Assignment:
The answer should be a faithful retyping of the records that follow, pictures excluded.

Dataset records:
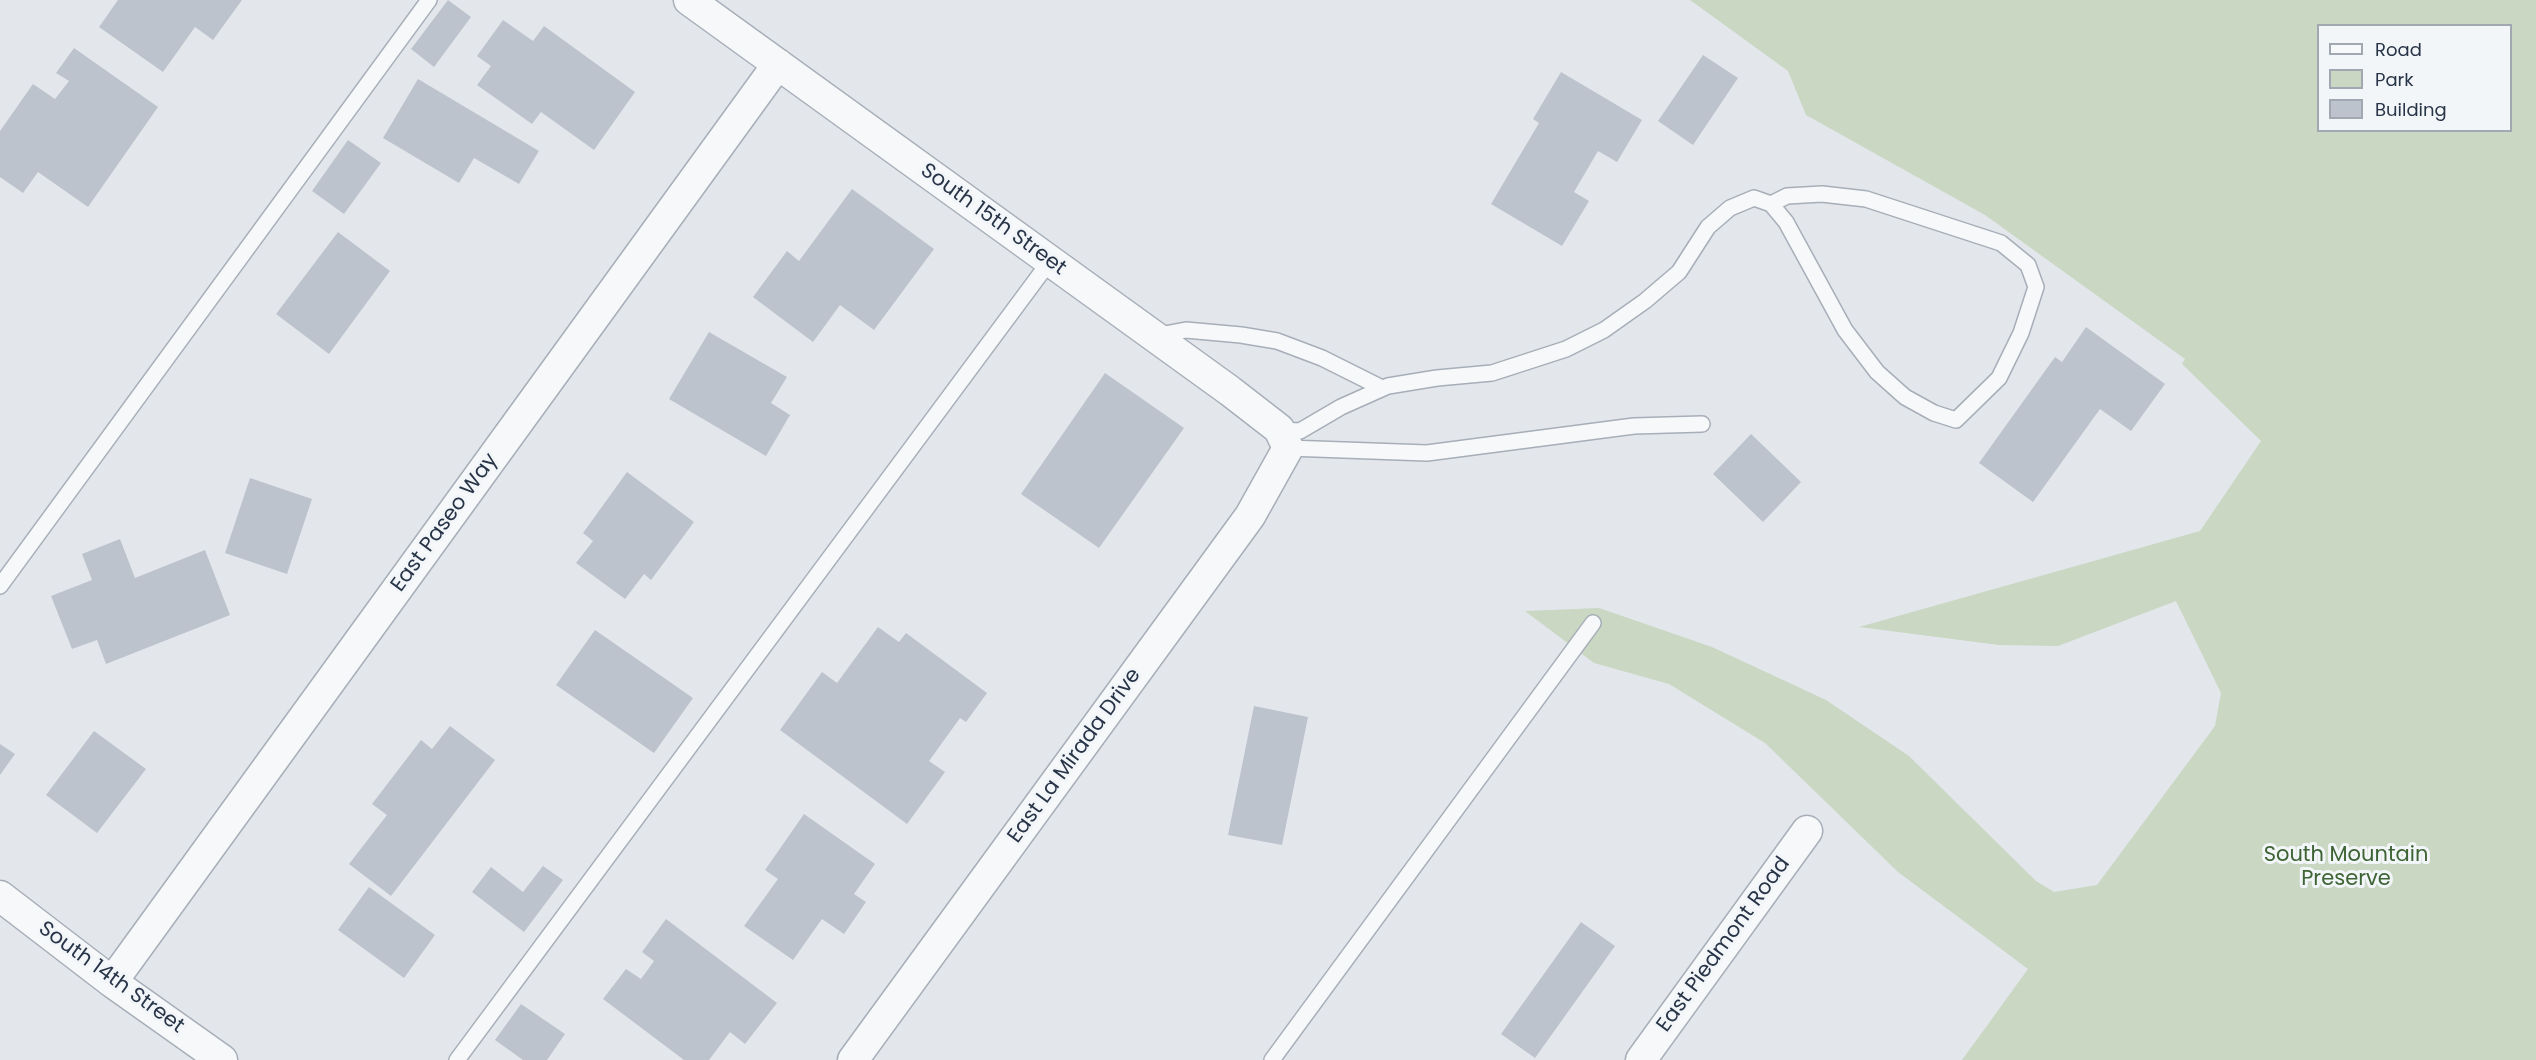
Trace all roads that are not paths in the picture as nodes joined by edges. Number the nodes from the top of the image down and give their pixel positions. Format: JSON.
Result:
{"nodes":[{"id":1,"x":429,"y":0,"type":"edge"},
{"id":2,"x":689,"y":0,"type":"edge"},
{"id":3,"x":778,"y":64,"type":"junction"},
{"id":4,"x":1771,"y":204,"type":"junction"},
{"id":5,"x":1050,"y":261,"type":"junction"},
{"id":6,"x":1154,"y":336,"type":"junction"},
{"id":7,"x":1383,"y":388,"type":"junction"},
{"id":8,"x":1701,"y":424,"type":"dead end"},
{"id":9,"x":1284,"y":439,"type":"junction"},
{"id":10,"x":0,"y":586,"type":"edge"},
{"id":11,"x":1593,"y":623,"type":"dead end"},
{"id":12,"x":1807,"y":831,"type":"dead end"},
{"id":13,"x":0,"y":896,"type":"edge"},
{"id":14,"x":112,"y":982,"type":"junction"},
{"id":15,"x":222,"y":1060,"type":"edge"},
{"id":16,"x":457,"y":1060,"type":"edge"},
{"id":17,"x":853,"y":1060,"type":"edge"},
{"id":18,"x":1272,"y":1060,"type":"edge"},
{"id":19,"x":1641,"y":1060,"type":"edge"}],
"edges":[{"from":1,"to":10,"type":"lane"},
{"from":2,"to":3,"type":"street","name":"South 15th Street"},
{"from":3,"to":5,"type":"street","name":"South 15th Street"},
{"from":3,"to":14,"type":"street","name":"East Paseo Way"},
{"from":4,"to":4,"type":"lane"},
{"from":4,"to":7,"type":"lane"},
{"from":5,"to":6,"type":"street","name":"South 15th Street"},
{"from":5,"to":16,"type":"lane"},
{"from":6,"to":7,"type":"lane"},
{"from":6,"to":9,"type":"street","name":"South 15th Street"},
{"from":7,"to":9,"type":"lane"},
{"from":8,"to":9,"type":"lane"},
{"from":9,"to":17,"type":"street","name":"East La Mirada Drive"},
{"from":11,"to":18,"type":"lane"},
{"from":12,"to":19,"type":"street","name":"East Piedmont Road"},
{"from":13,"to":14,"type":"street","name":"South 14th Street"},
{"from":14,"to":15,"type":"street","name":"South 14th Street"}]}
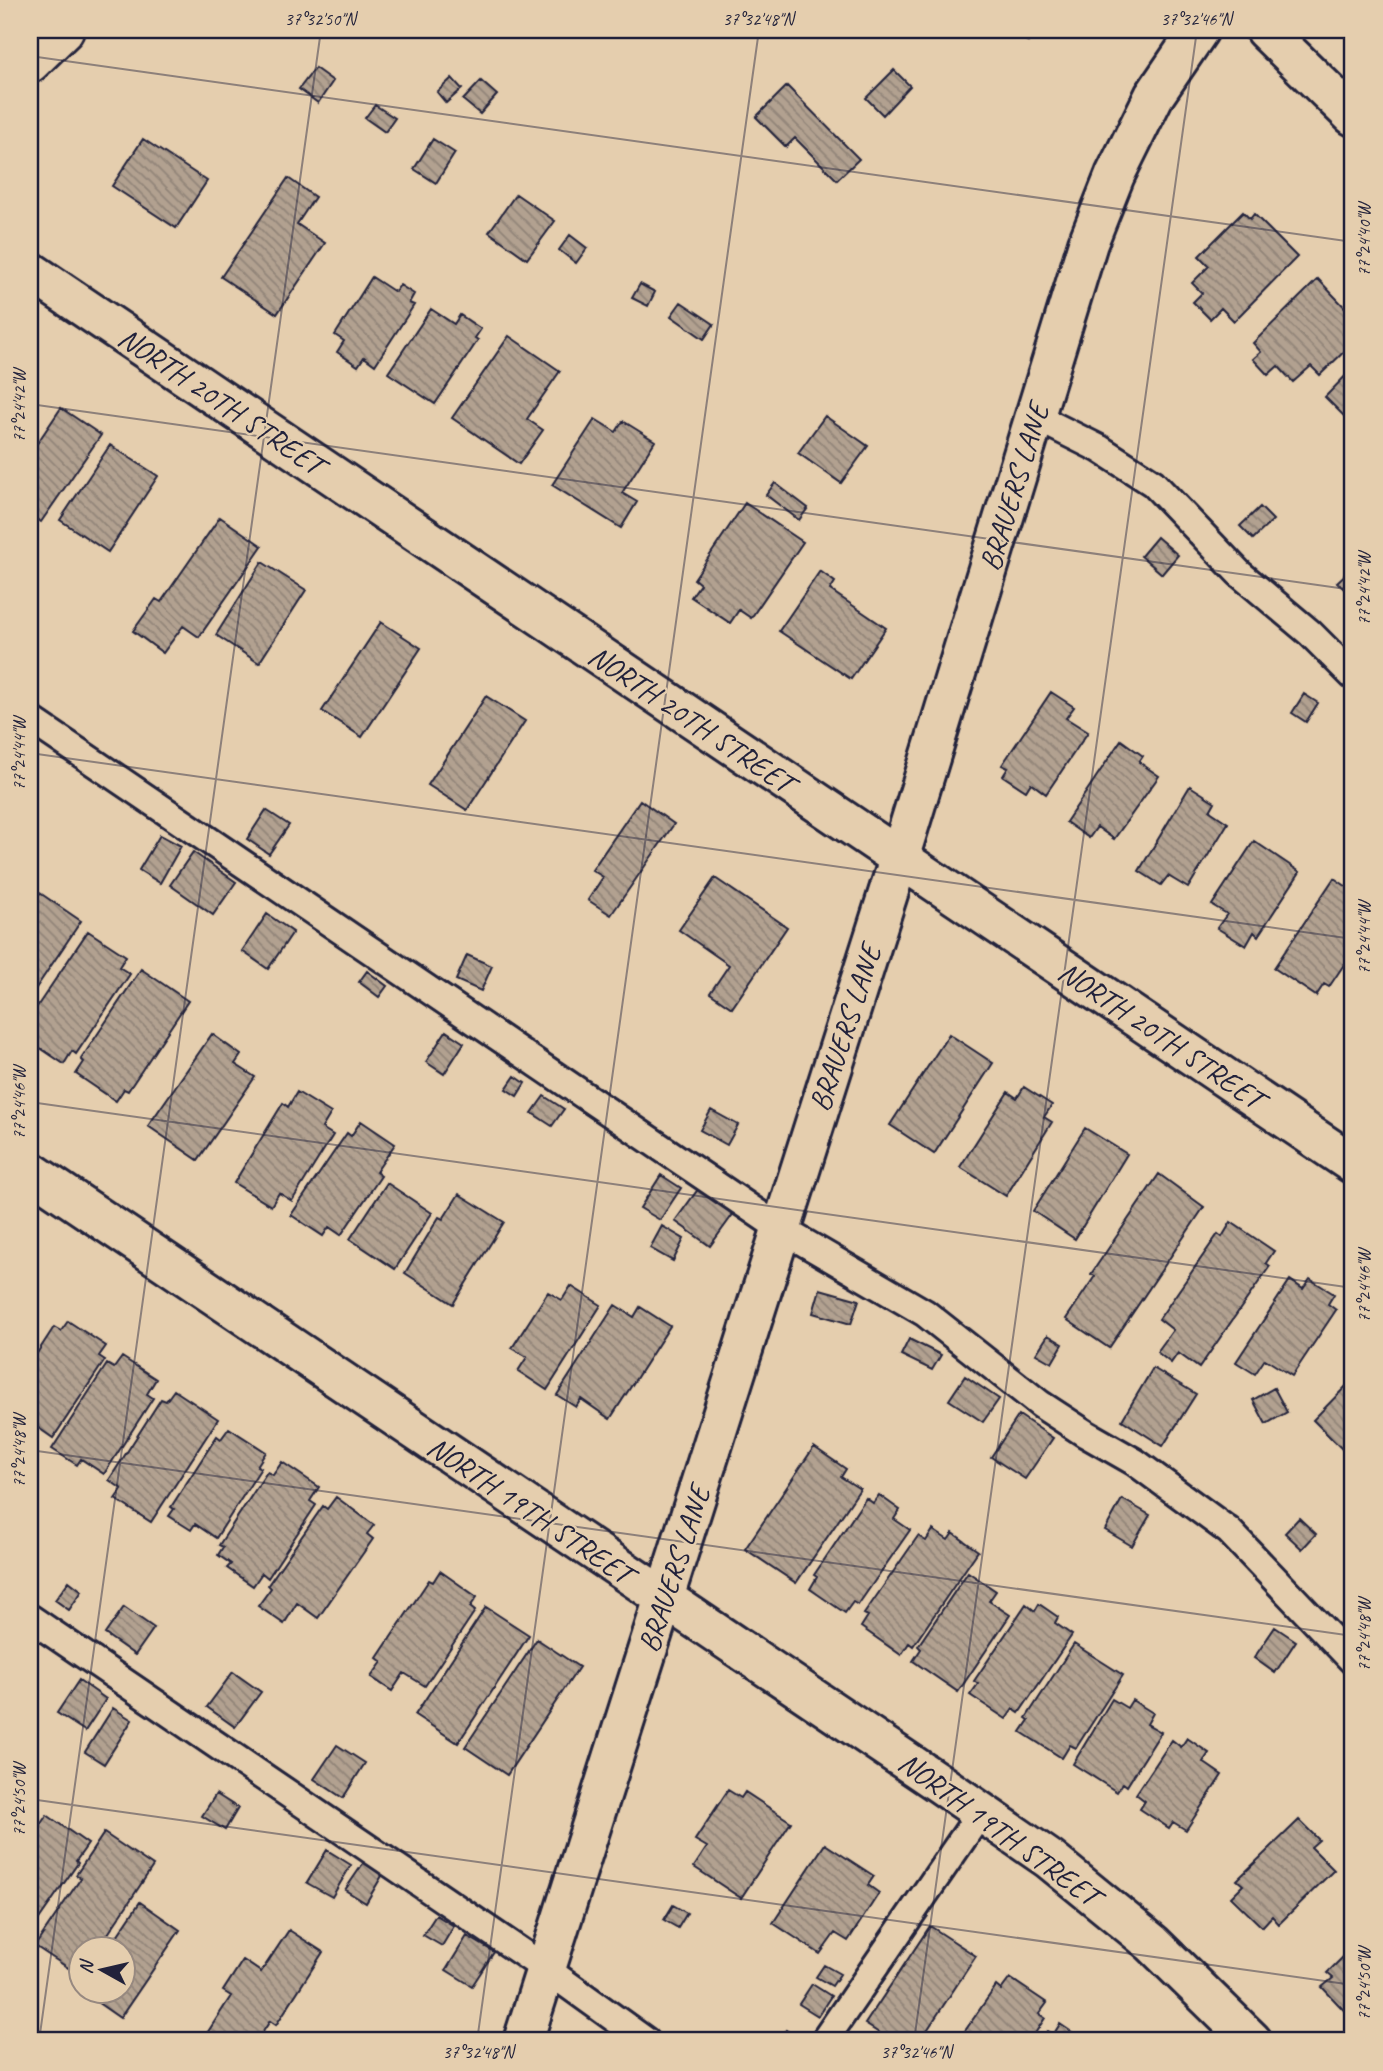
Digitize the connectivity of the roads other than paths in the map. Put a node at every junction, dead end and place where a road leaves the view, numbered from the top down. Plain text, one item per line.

Answer for this exercise:
Trace all roads that are not paths in the picture as nodes joined by edges. Number the nodes from the top of the image down and give their pixel positions. Format: JSON.
Result:
{"nodes":[{"id":1,"x":429,"y":0,"type":"edge"},
{"id":2,"x":689,"y":0,"type":"edge"},
{"id":3,"x":778,"y":64,"type":"junction"},
{"id":4,"x":1771,"y":204,"type":"junction"},
{"id":5,"x":1050,"y":261,"type":"junction"},
{"id":6,"x":1154,"y":336,"type":"junction"},
{"id":7,"x":1383,"y":388,"type":"junction"},
{"id":8,"x":1701,"y":424,"type":"dead end"},
{"id":9,"x":1284,"y":439,"type":"junction"},
{"id":10,"x":0,"y":586,"type":"edge"},
{"id":11,"x":1593,"y":623,"type":"dead end"},
{"id":12,"x":1807,"y":831,"type":"dead end"},
{"id":13,"x":0,"y":896,"type":"edge"},
{"id":14,"x":112,"y":982,"type":"junction"},
{"id":15,"x":222,"y":1060,"type":"edge"},
{"id":16,"x":457,"y":1060,"type":"edge"},
{"id":17,"x":853,"y":1060,"type":"edge"},
{"id":18,"x":1272,"y":1060,"type":"edge"},
{"id":19,"x":1641,"y":1060,"type":"edge"}],
"edges":[{"from":1,"to":10,"type":"lane"},
{"from":2,"to":3,"type":"street","name":"South 15th Street"},
{"from":3,"to":5,"type":"street","name":"South 15th Street"},
{"from":3,"to":14,"type":"street","name":"East Paseo Way"},
{"from":4,"to":4,"type":"lane"},
{"from":4,"to":7,"type":"lane"},
{"from":5,"to":6,"type":"street","name":"South 15th Street"},
{"from":5,"to":16,"type":"lane"},
{"from":6,"to":7,"type":"lane"},
{"from":6,"to":9,"type":"street","name":"South 15th Street"},
{"from":7,"to":9,"type":"lane"},
{"from":8,"to":9,"type":"lane"},
{"from":9,"to":17,"type":"street","name":"East La Mirada Drive"},
{"from":11,"to":18,"type":"lane"},
{"from":12,"to":19,"type":"street","name":"East Piedmont Road"},
{"from":13,"to":14,"type":"street","name":"South 14th Street"},
{"from":14,"to":15,"type":"street","name":"South 14th Street"}]}
Digitize the connectivity of the roads other than paths in the map. Put a node at every junction, dead end and place where a road leaves the view, numbered from the top down. Plain text, one item per line.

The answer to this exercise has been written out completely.